On a recent rainy Tuesday, January 29, the Communities in Support for the Khalil International Academy (CISKGIA) continued its struggle for respect and justice for the Arab American and Muslim communities. They did so with a high-energy multicultural celebration with the enthusiastic support of over 200 diverse New Yorkers, performers, parents and educators.
“watching people literally sitting on the edge of their seats in anticipation of what the next speaker was going to say…glancing around the room and seeing so many pairs of eyes lit up with inspiration.”
The CISKGIA coalition, independent from the current administration of the school and the New York Department of Education, hosted the event to support the original vision of the Khalil Gibran International Academy (KGIA), which has been harshly attacked by Arab-haters and Islamophobes in media and local government, responding to the provocations of the extremist right wing group Stop the Madrassa.
After a delicious meal donated by Zaytoon’s Restaurant, Oriental Catering, and the Yemeni Café, the overflowing crowd gathered in a hall decorated with red white and blue balloons and showed their enthusiastic support during a program of passionate speakers and performers, mc’d by Mona El Khadry and Amy Shoenfeld. Event speakers and participants included noted Columbia University Professor Rashid Kahlidi and his wife Mona; the PTA president of KGIA; and several teachers of KGIA and their students. Seven diverse members of the original Design Team that created the school as an Arab language and culture public school were honored with bouquets of white roses.
Organizers also honored Founding Principal Debbie Almontaser, whose vision brought the KGIA school into existence, even though city bureaucrats forced her out of the job before the school opened its doors. Many New Yorkers followed this news story largely through the biased misrepresentation in the New York Post and the New York Sun.
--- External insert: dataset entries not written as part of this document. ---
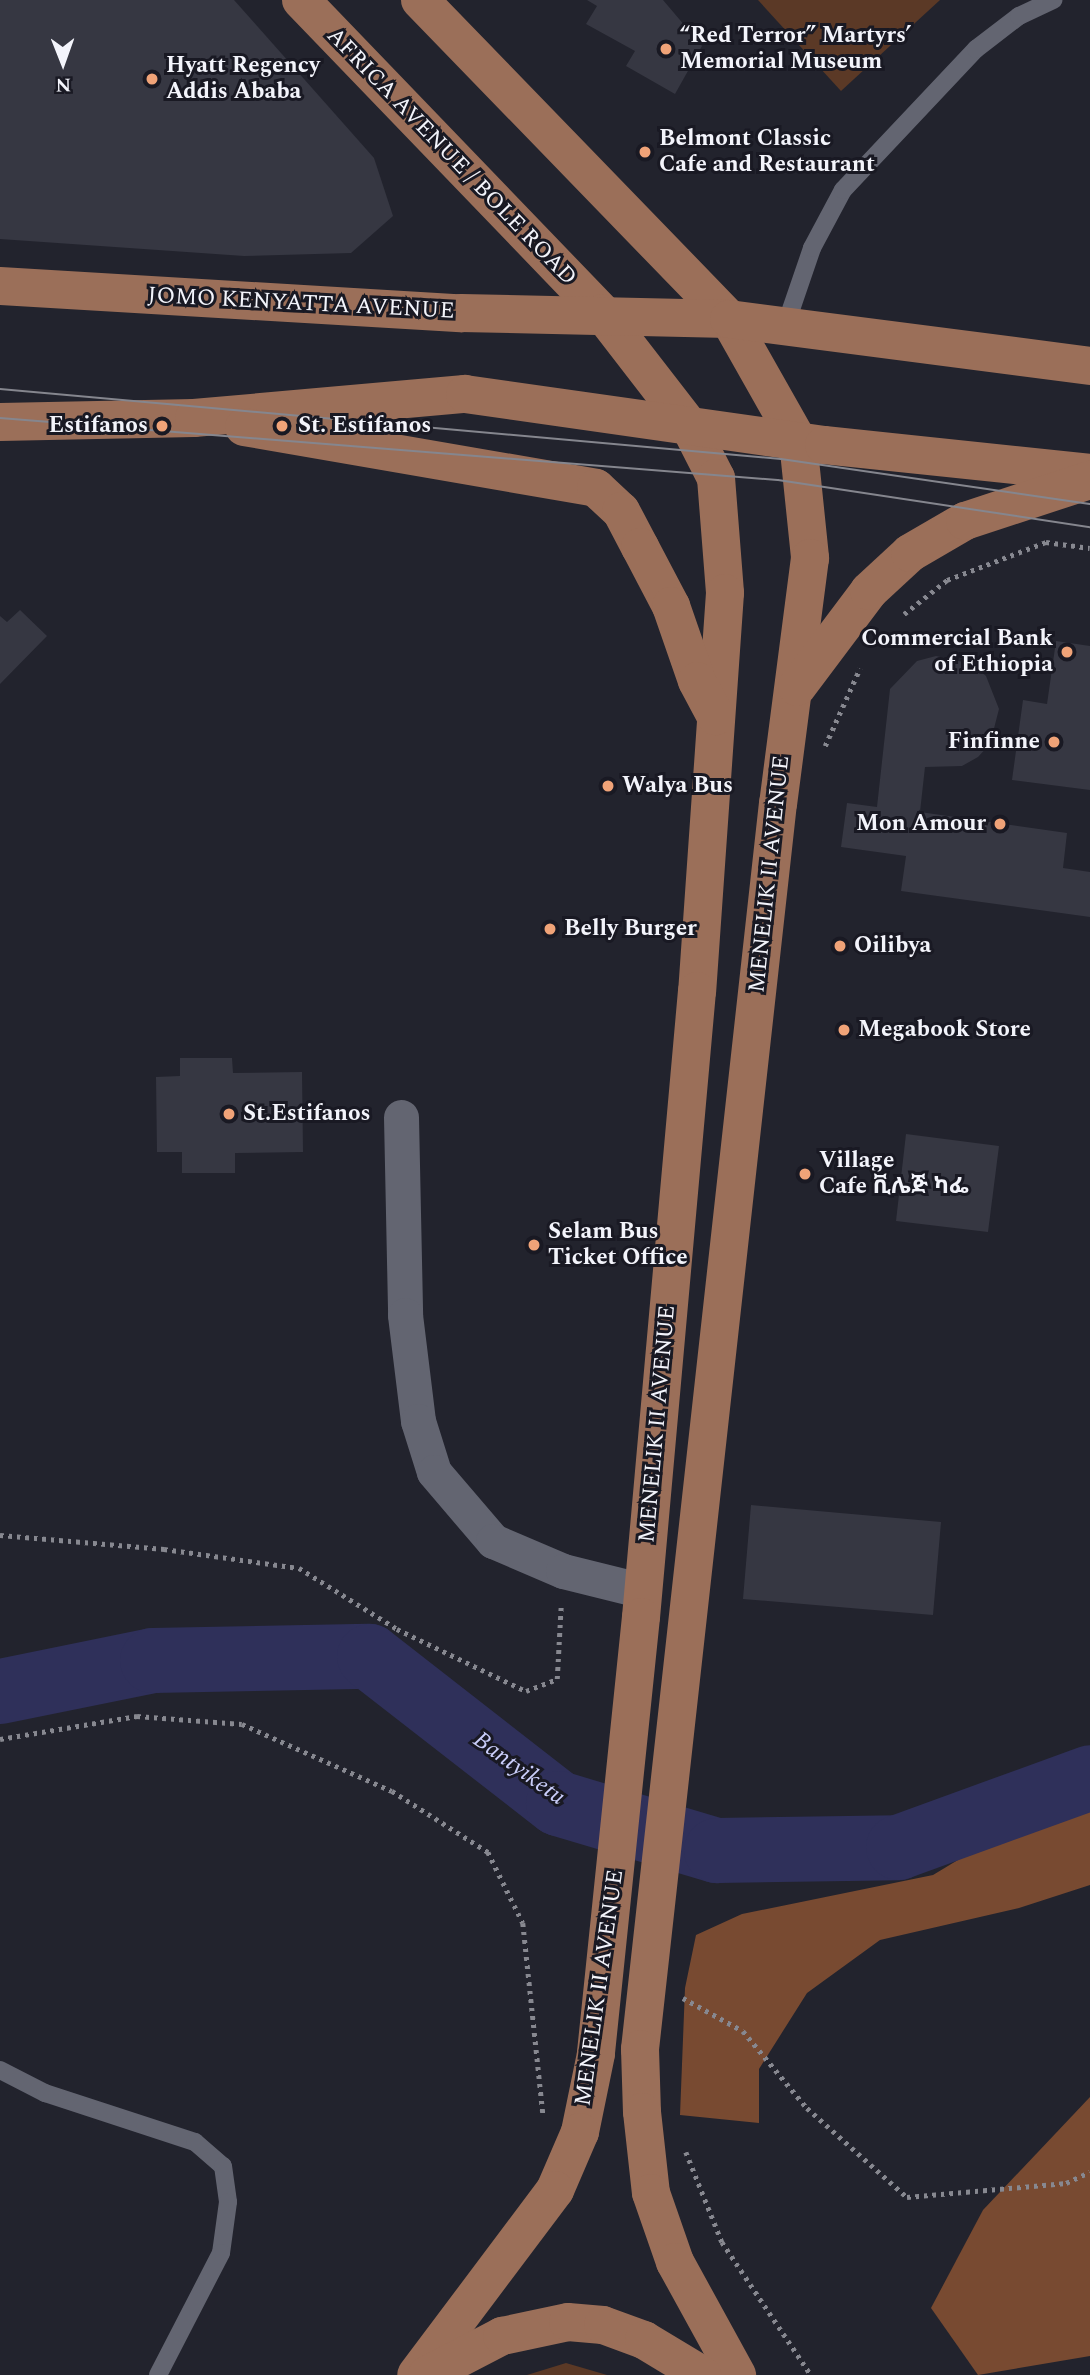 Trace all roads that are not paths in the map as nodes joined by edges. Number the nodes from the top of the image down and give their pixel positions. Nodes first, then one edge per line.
1 (301, 0) edge
2 (420, 0) edge
3 (1054, 0) edge
4 (0, 286) edge
5 (602, 313) junction
6 (729, 320) junction
7 (785, 327) junction
8 (1090, 366) edge
9 (194, 418) junction
10 (0, 422) edge
11 (690, 427) junction
12 (798, 441) junction
13 (1090, 473) edge
14 (1090, 480) edge
15 (794, 691) junction
16 (716, 716) junction
17 (401, 1117) dead end
18 (642, 1604) junction
19 (0, 2070) edge
20 (158, 2375) edge
21 (416, 2375) edge
22 (427, 2375) edge
23 (702, 2375) edge
24 (737, 2375) edge

1 - 5 main road, AFRICA AVENUE / BOLE ROAD
2 - 6 main road
3 - 7 lane
4 - 5 main road, JOMO KENYATTA AVENUE
5 - 6 main road, JOMO KENYATTA AVENUE
5 - 11 main road, AFRICA AVENUE / BOLE ROAD
6 - 7 main road, JOMO KENYATTA AVENUE
6 - 12 main road
7 - 8 main road, JOMO KENYATTA AVENUE
9 - 10 main road
9 - 11 main road
9 - 16 main road
11 - 12 main road
11 - 16 main road, MENELIK II AVENUE
12 - 13 main road
12 - 15 main road, MENELIK II AVENUE
14 - 15 main road
15 - 24 main road, MENELIK II AVENUE
16 - 18 main road, MENELIK II AVENUE
17 - 18 street
18 - 21 main road, MENELIK II AVENUE
19 - 20 lane
22 - 23 main road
“Anti-Arab and anti-Muslim groups have been obsessed with shutting this school down and have made clear their racism by depicting it as a “radical Muslim threat”,” observed Donna Nevel of Center for Immigrant Families. “They have attacked Debbie because she is an Arab, Muslim woman.and have attacked the school because the language being taught is Arabic. Rather than capitulating to this hatefulness, like the Mayor, UFT President, DOE, and New Visions did, we should be standing up for Debbie and her original vision for the school, which was based on respect for its families, for the community, and for Arabic culture and language…”
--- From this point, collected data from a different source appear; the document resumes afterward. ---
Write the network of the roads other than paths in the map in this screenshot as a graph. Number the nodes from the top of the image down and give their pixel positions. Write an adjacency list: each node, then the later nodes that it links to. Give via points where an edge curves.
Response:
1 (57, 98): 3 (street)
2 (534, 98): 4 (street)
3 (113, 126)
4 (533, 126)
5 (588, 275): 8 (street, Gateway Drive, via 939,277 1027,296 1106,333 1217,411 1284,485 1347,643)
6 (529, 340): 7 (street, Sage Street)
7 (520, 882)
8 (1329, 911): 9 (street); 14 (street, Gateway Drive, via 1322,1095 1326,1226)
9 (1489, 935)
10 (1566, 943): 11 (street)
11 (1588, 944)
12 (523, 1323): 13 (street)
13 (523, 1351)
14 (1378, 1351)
Long time civil rights activist Carol Horowitz of Brooklyn Parents for Peace added, “Instead of being divided, we should be gathering in community like at our event, which was so wonderful, I am at a loss for words. The way everyone worked together was like the 1960s civil rights movement — people just doing what has to be done regardless of what their assigned tasks may have been.”
Infiltrators from the Right wing groups may have been in the room, but security was ready for any outbursts. Instead of disrupting the packed event, the Stop the Madrassa group immediately scheduled another press conference at City Hall, to demand the closing of the school on the basis of the lack of support the Department of Education has shown since the school opened in September. They failed to note that these same problems arose directly from their own pressure to oust the Founding Principal from the school. KGIA Teachers have made it clear that bad teaching conditions, and a cut back in Arabic teaching, have been demoralizing the teachers. However they made clear that lack of support is because the original design had not been implemented after the founding principal was forced out, on the pretext of her balanced comments about the meaning of the word “intifada” printed on T shirts produced by AWAAM, a local girls’ group.
“These teachers should be protected from the attacks of the gutter media,” declared Professor Rashid Khalidi, who has himself been targeted by the far Right. And so, with the support of so many good people, the CISKGIA coalition resolved to fight on for justice and respect, together with amazing spoken word artists Leila Buck, the Spirit Song artists, break-dancers from El Puente, and many more young people whose artistry and creativity was a reminder that multicultural education must also include Arabic culture and a loving acceptance of our fellow humanity across boundaries of faith, race and ethnicity.
It was a magical moment, as co-organizer Amy Shoenfeld remembered, “watching people literally sitting on the edge of their seats in anticipation of what the next speaker was going to say…glancing around the room and seeing so many pairs of eyes lit up with inspiration…being brought to tears (collectively, I think) by Fatin’s mom, and then back to laughter again soon after.” She added that, “watching the urban word poets meet the el puente breakers…there was some serious movement building going on last night! It was just as we envisioned it…it couldn’t have happened if it weren’t for all the work that every single one of you did – and it couldn’t have happened if it weren’t for Debbie’s vision and the inspiration we’ve all taken from that.”
Seeking her reinstatement as Principal, Debbie Almontaser’s lawsuit remains in court.